If there’s one thing American Jews and Muslims have in common, it’s that they share a very similar relationship to corporeal forms of atonement. Roughly half of the American Muslim community fasts in the month of Ramadan. The same number of Jews fast on Yom Kippur. While some think this is a low number compared to worldwide statistics (some say about 80 percent of secular Israelis fast on Yom Kippur!!!), I think it is unbelievably high. And to be honest, I don’t understand why so many Jews fast.
The reason Jews have always fasted on Yom Kippur is because, for the most part, that’s what they’ve culturally grown up with. I try to have reasons for most of the rituals I perform, but this one is purely a result of how I was raised. I fast only because that’s what my father and mother did and continue to do, and what my sister and her husband do and their children will probably do.

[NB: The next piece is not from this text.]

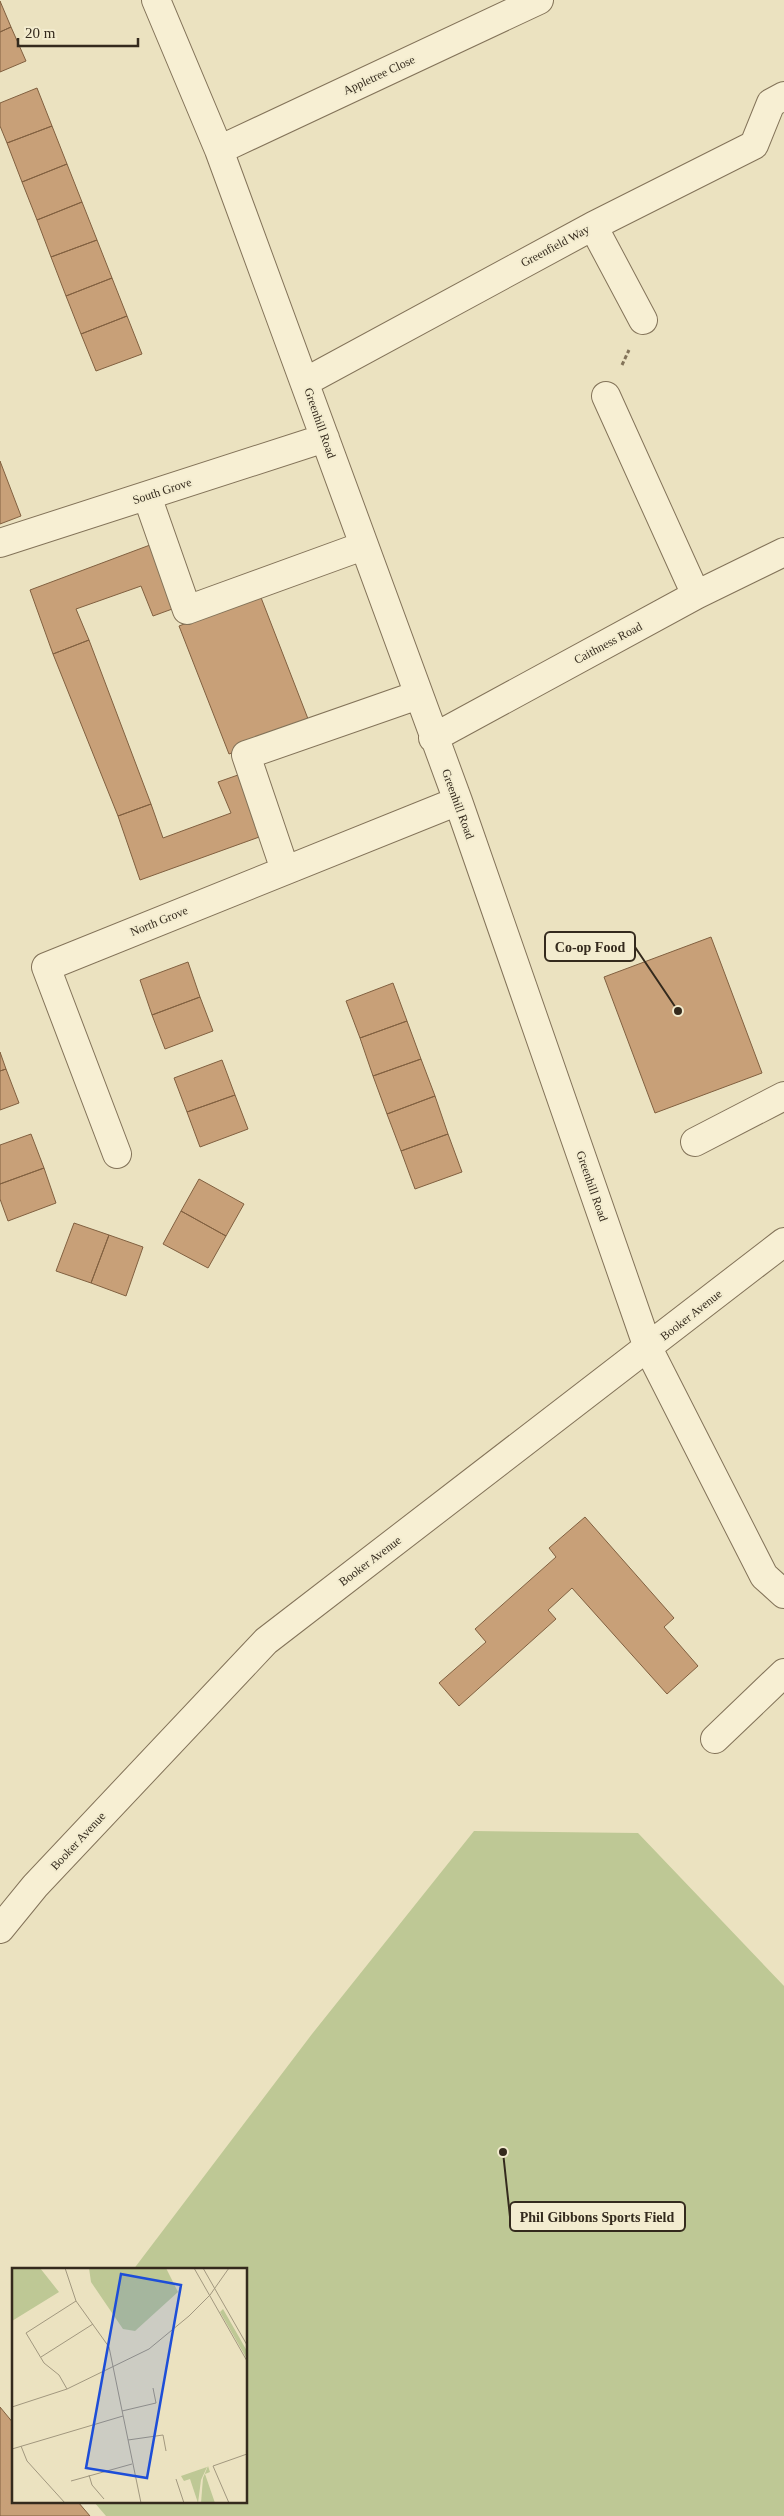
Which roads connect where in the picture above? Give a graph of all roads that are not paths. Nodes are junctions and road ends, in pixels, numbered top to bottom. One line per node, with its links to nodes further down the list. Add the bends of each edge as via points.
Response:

Do I always follow what my parents do? No, of course not. I am just like most Jews; I pick and choose what things about my parents’ Judaism I like and what I don’t like. I fast because I am supposed to and that is the end of the story.
Yet, starving has never made the day a bit more meaningful for me. I get my meaning on Yom Kippur by closing my eyes and thinking about what matters most in my life.

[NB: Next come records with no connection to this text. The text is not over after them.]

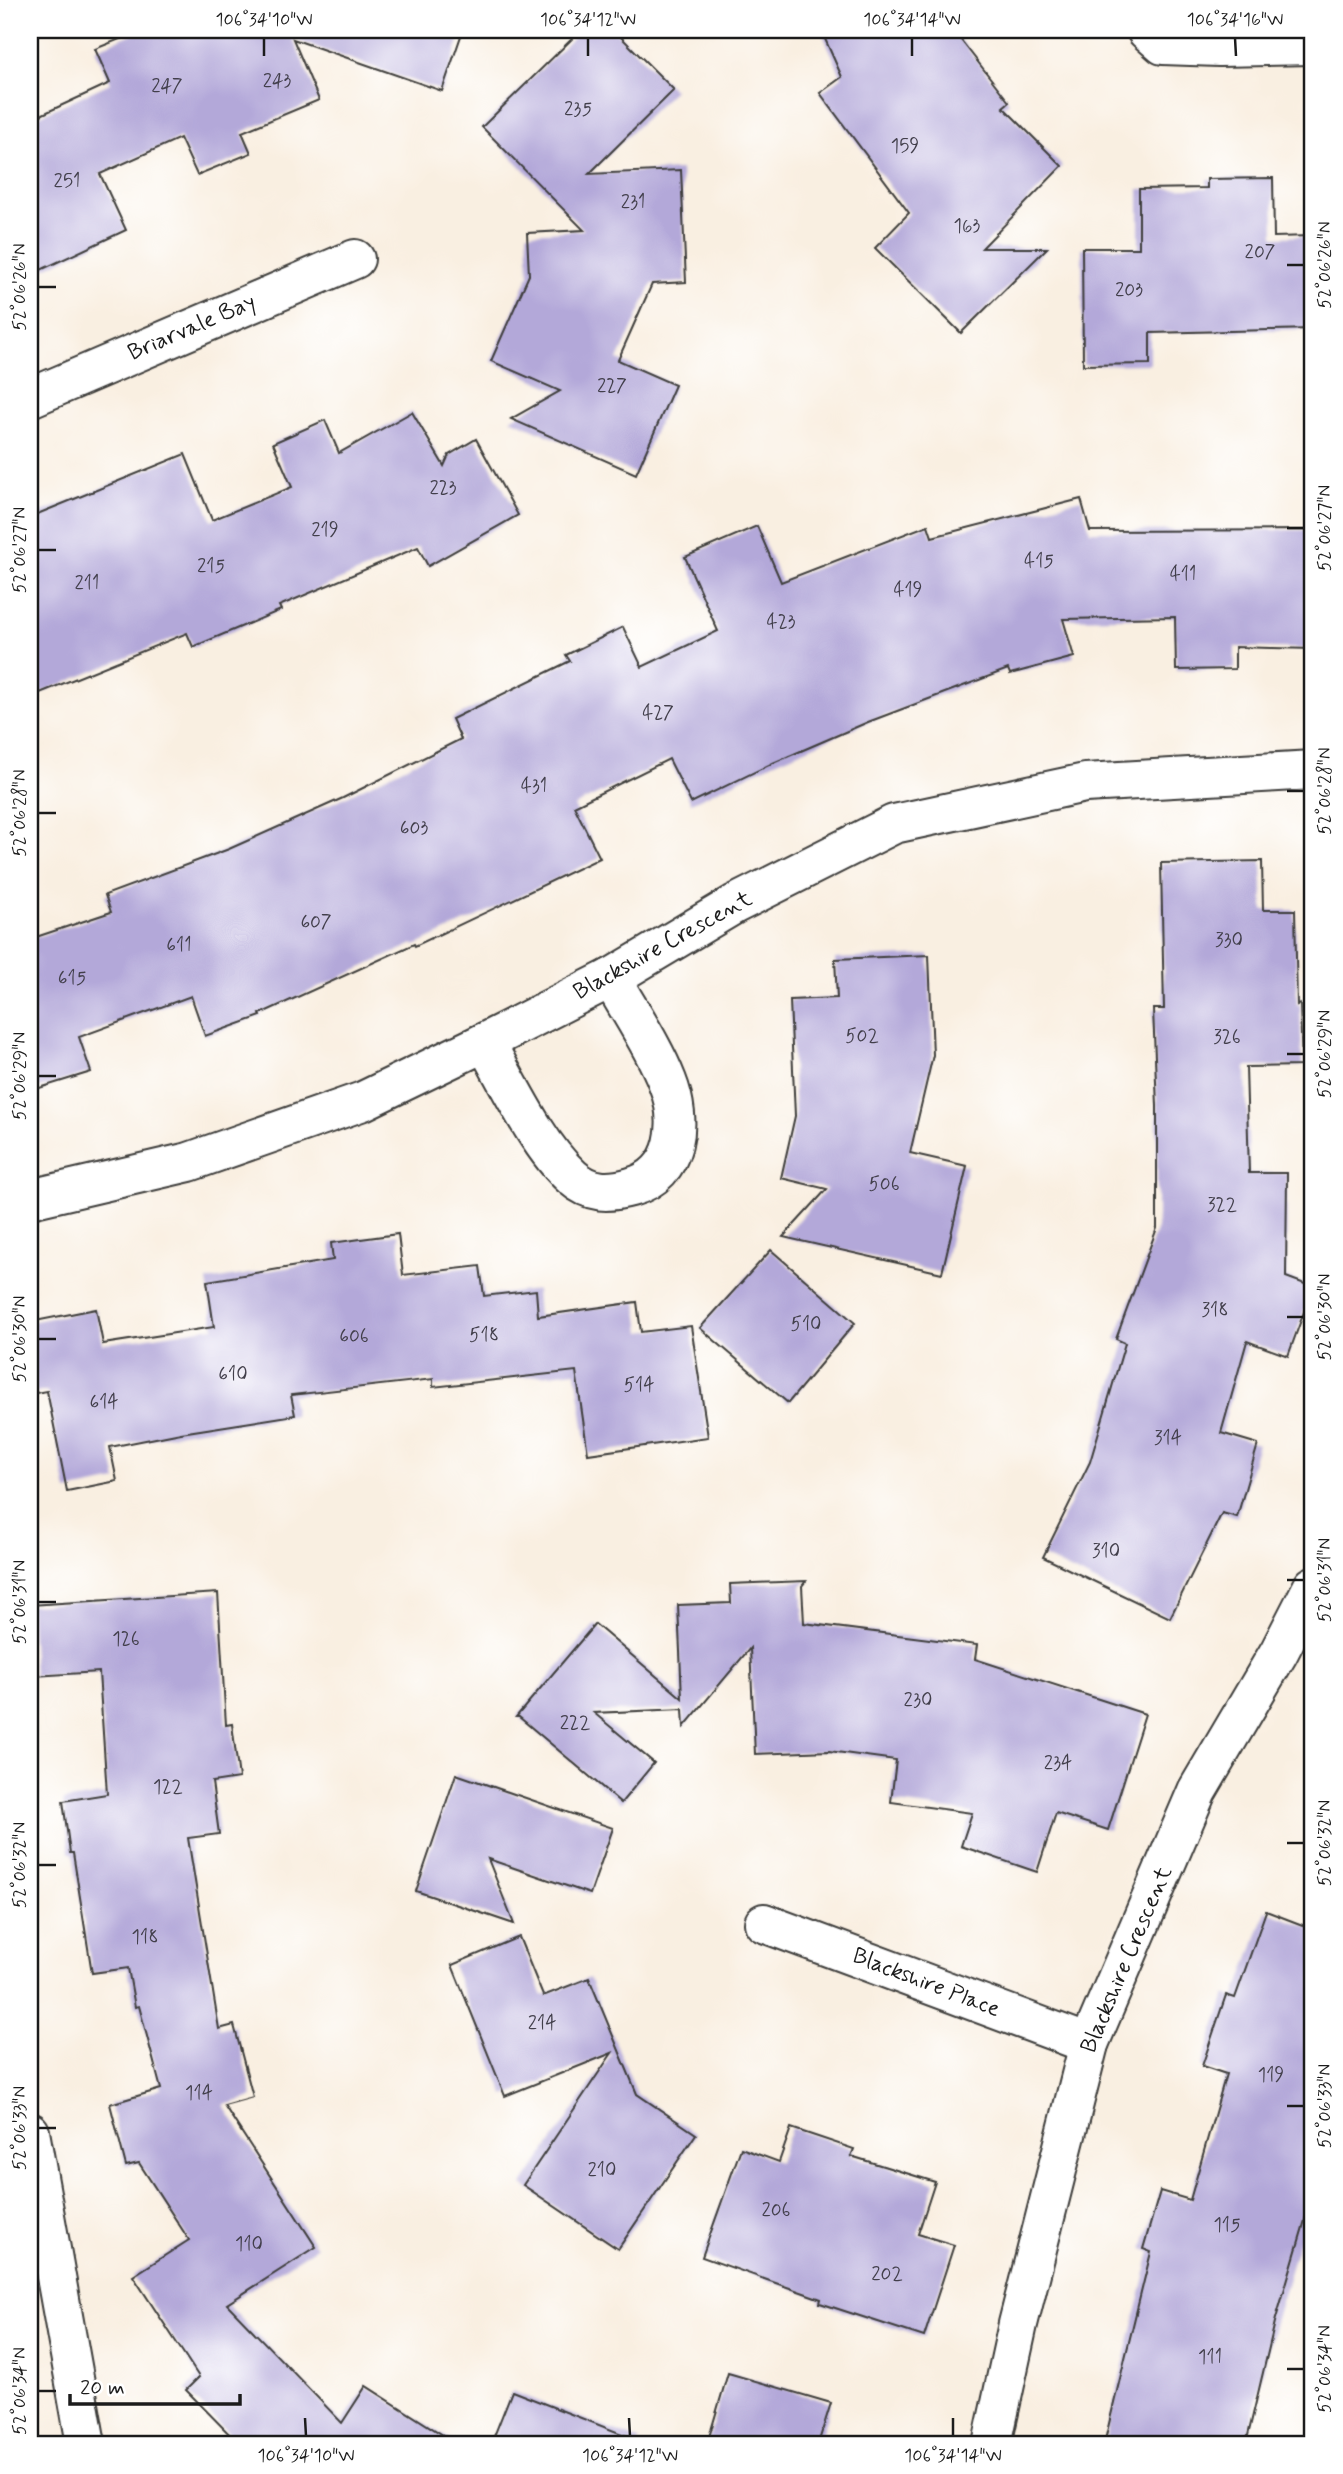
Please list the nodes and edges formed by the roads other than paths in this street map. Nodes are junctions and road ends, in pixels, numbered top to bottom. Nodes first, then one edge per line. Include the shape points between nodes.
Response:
1 (1146, 30) edge
2 (1313, 45) edge
3 (355, 259) dead end
4 (30, 398) edge
5 (1313, 770) edge
6 (611, 978) junction
7 (485, 1042) junction
8 (30, 1199) edge
9 (1313, 1586) edge
10 (764, 1923) dead end
11 (1089, 2044) junction
12 (30, 2132) edge
13 (86, 2444) edge
14 (992, 2444) edge

1 - 2 street via 1163,45
3 - 4 street, Briarvale Bay
5 - 6 street, Blackshire Crescent via 1085,783 894,824 735,904
6 - 7 street, Blackshire Crescent
6 - 7 street via 667,1080 673,1101 675,1142 667,1162 640,1184 611,1193 573,1178 545,1144
7 - 8 street, Blackshire Crescent via 363,1101 189,1162
9 - 11 street, Blackshire Crescent via 1197,1791
10 - 11 street, Blackshire Place
11 - 14 street, Blackshire Crescent
12 - 13 street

Let me be clearer. I don’t care if it’s healthy, I don’t care if it makes me appreciate my food more, I don’t care if it is spiritually moving or not. There are people who have theories about how fasting makes them be more “mindful” of what they consume, but I don’t need starvation to teach me “mindfulness.” I don’t like emotional, physical or spiritual shock therapy. I don’t like fasting or any form of self-mutilation.
For most Jews, fasting on Yom Kippur is one of those big Jewish things that they saw their parents do and they think, somewhere in the back of their minds, they might go to hell if they don’t do. And no one wants to go to hell. I sure don’t.